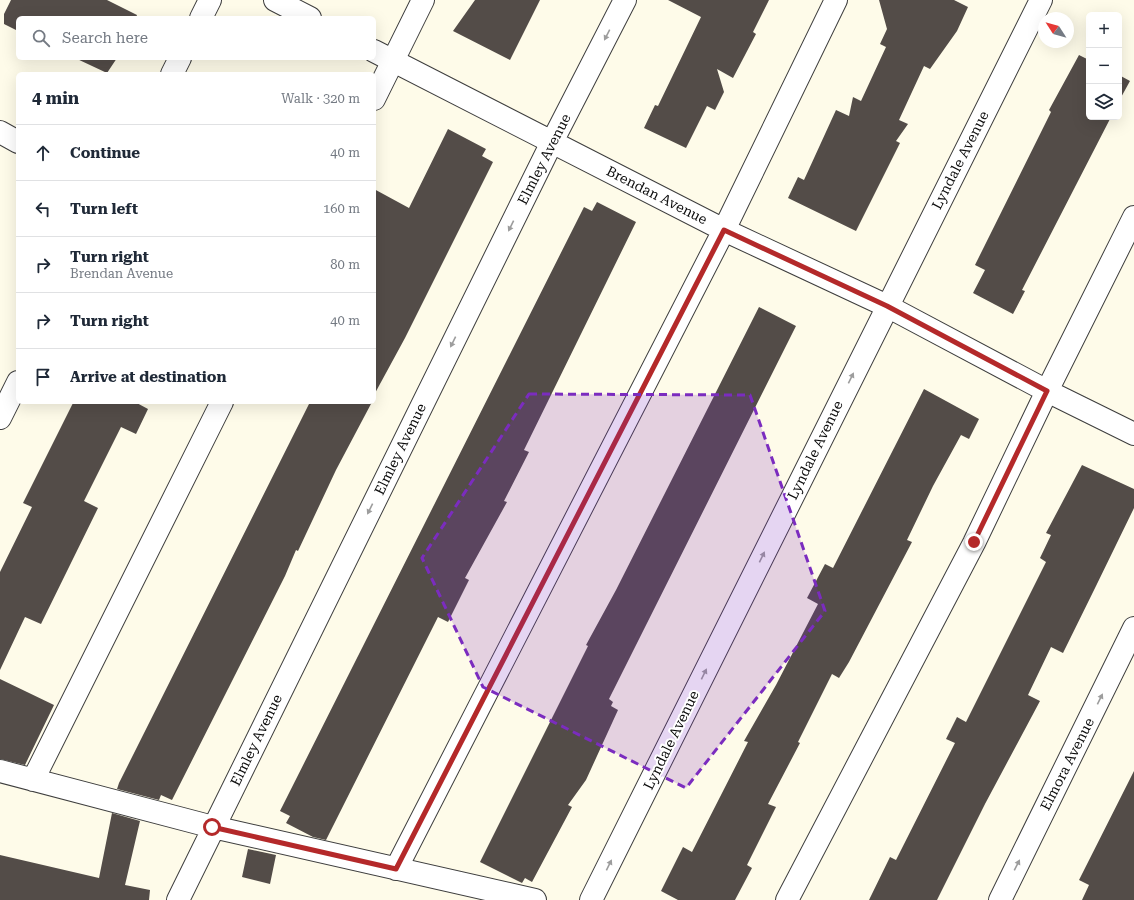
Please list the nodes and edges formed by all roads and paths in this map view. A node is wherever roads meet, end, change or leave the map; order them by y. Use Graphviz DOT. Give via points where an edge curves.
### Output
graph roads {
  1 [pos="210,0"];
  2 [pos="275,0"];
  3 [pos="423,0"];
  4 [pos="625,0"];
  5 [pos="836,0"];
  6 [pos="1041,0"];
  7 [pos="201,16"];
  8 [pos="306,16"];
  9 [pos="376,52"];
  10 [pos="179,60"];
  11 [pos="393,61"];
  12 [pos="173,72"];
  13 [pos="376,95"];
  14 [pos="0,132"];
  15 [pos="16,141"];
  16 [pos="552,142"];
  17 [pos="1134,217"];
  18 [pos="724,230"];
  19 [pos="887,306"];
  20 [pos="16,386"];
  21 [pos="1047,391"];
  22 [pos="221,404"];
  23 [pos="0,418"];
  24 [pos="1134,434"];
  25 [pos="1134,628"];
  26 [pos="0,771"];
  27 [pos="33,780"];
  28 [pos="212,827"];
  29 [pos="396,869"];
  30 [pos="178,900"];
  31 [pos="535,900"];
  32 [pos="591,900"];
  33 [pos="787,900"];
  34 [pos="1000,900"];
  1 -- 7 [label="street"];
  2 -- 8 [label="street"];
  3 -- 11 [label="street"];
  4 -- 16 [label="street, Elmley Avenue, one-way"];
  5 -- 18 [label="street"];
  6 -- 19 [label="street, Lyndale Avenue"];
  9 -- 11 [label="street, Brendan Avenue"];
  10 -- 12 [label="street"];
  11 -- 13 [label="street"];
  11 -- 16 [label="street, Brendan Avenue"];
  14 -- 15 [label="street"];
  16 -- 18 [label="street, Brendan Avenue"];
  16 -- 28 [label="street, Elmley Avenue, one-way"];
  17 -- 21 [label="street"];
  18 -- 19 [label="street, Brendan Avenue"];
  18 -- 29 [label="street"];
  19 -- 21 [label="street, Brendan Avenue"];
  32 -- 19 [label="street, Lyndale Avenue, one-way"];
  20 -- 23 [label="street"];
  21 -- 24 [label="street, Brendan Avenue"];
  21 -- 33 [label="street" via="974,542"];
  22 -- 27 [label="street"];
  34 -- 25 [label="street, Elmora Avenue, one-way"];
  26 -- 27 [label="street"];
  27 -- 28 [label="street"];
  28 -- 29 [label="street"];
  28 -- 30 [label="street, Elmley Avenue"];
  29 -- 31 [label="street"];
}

----

Set down all of the entries exactly as they stand, without any image.

Please list the nodes and edges formed by all roads and paths in this map view. A node is wherever roads meet, end, change or leave the map; order them by y. Use Graphviz DOT. Give via points where an edge curves.
### Output
graph roads {
  1 [pos="210,0"];
  2 [pos="275,0"];
  3 [pos="423,0"];
  4 [pos="625,0"];
  5 [pos="836,0"];
  6 [pos="1041,0"];
  7 [pos="201,16"];
  8 [pos="306,16"];
  9 [pos="376,52"];
  10 [pos="179,60"];
  11 [pos="393,61"];
  12 [pos="173,72"];
  13 [pos="376,95"];
  14 [pos="0,132"];
  15 [pos="16,141"];
  16 [pos="552,142"];
  17 [pos="1134,217"];
  18 [pos="724,230"];
  19 [pos="887,306"];
  20 [pos="16,386"];
  21 [pos="1047,391"];
  22 [pos="221,404"];
  23 [pos="0,418"];
  24 [pos="1134,434"];
  25 [pos="1134,628"];
  26 [pos="0,771"];
  27 [pos="33,780"];
  28 [pos="212,827"];
  29 [pos="396,869"];
  30 [pos="178,900"];
  31 [pos="535,900"];
  32 [pos="591,900"];
  33 [pos="787,900"];
  34 [pos="1000,900"];
  1 -- 7 [label="street"];
  2 -- 8 [label="street"];
  3 -- 11 [label="street"];
  4 -- 16 [label="street, Elmley Avenue, one-way"];
  5 -- 18 [label="street"];
  6 -- 19 [label="street, Lyndale Avenue"];
  9 -- 11 [label="street, Brendan Avenue"];
  10 -- 12 [label="street"];
  11 -- 13 [label="street"];
  11 -- 16 [label="street, Brendan Avenue"];
  14 -- 15 [label="street"];
  16 -- 18 [label="street, Brendan Avenue"];
  16 -- 28 [label="street, Elmley Avenue, one-way"];
  17 -- 21 [label="street"];
  18 -- 19 [label="street, Brendan Avenue"];
  18 -- 29 [label="street"];
  19 -- 21 [label="street, Brendan Avenue"];
  32 -- 19 [label="street, Lyndale Avenue, one-way"];
  20 -- 23 [label="street"];
  21 -- 24 [label="street, Brendan Avenue"];
  21 -- 33 [label="street" via="974,542"];
  22 -- 27 [label="street"];
  34 -- 25 [label="street, Elmora Avenue, one-way"];
  26 -- 27 [label="street"];
  27 -- 28 [label="street"];
  28 -- 29 [label="street"];
  28 -- 30 [label="street, Elmley Avenue"];
  29 -- 31 [label="street"];
}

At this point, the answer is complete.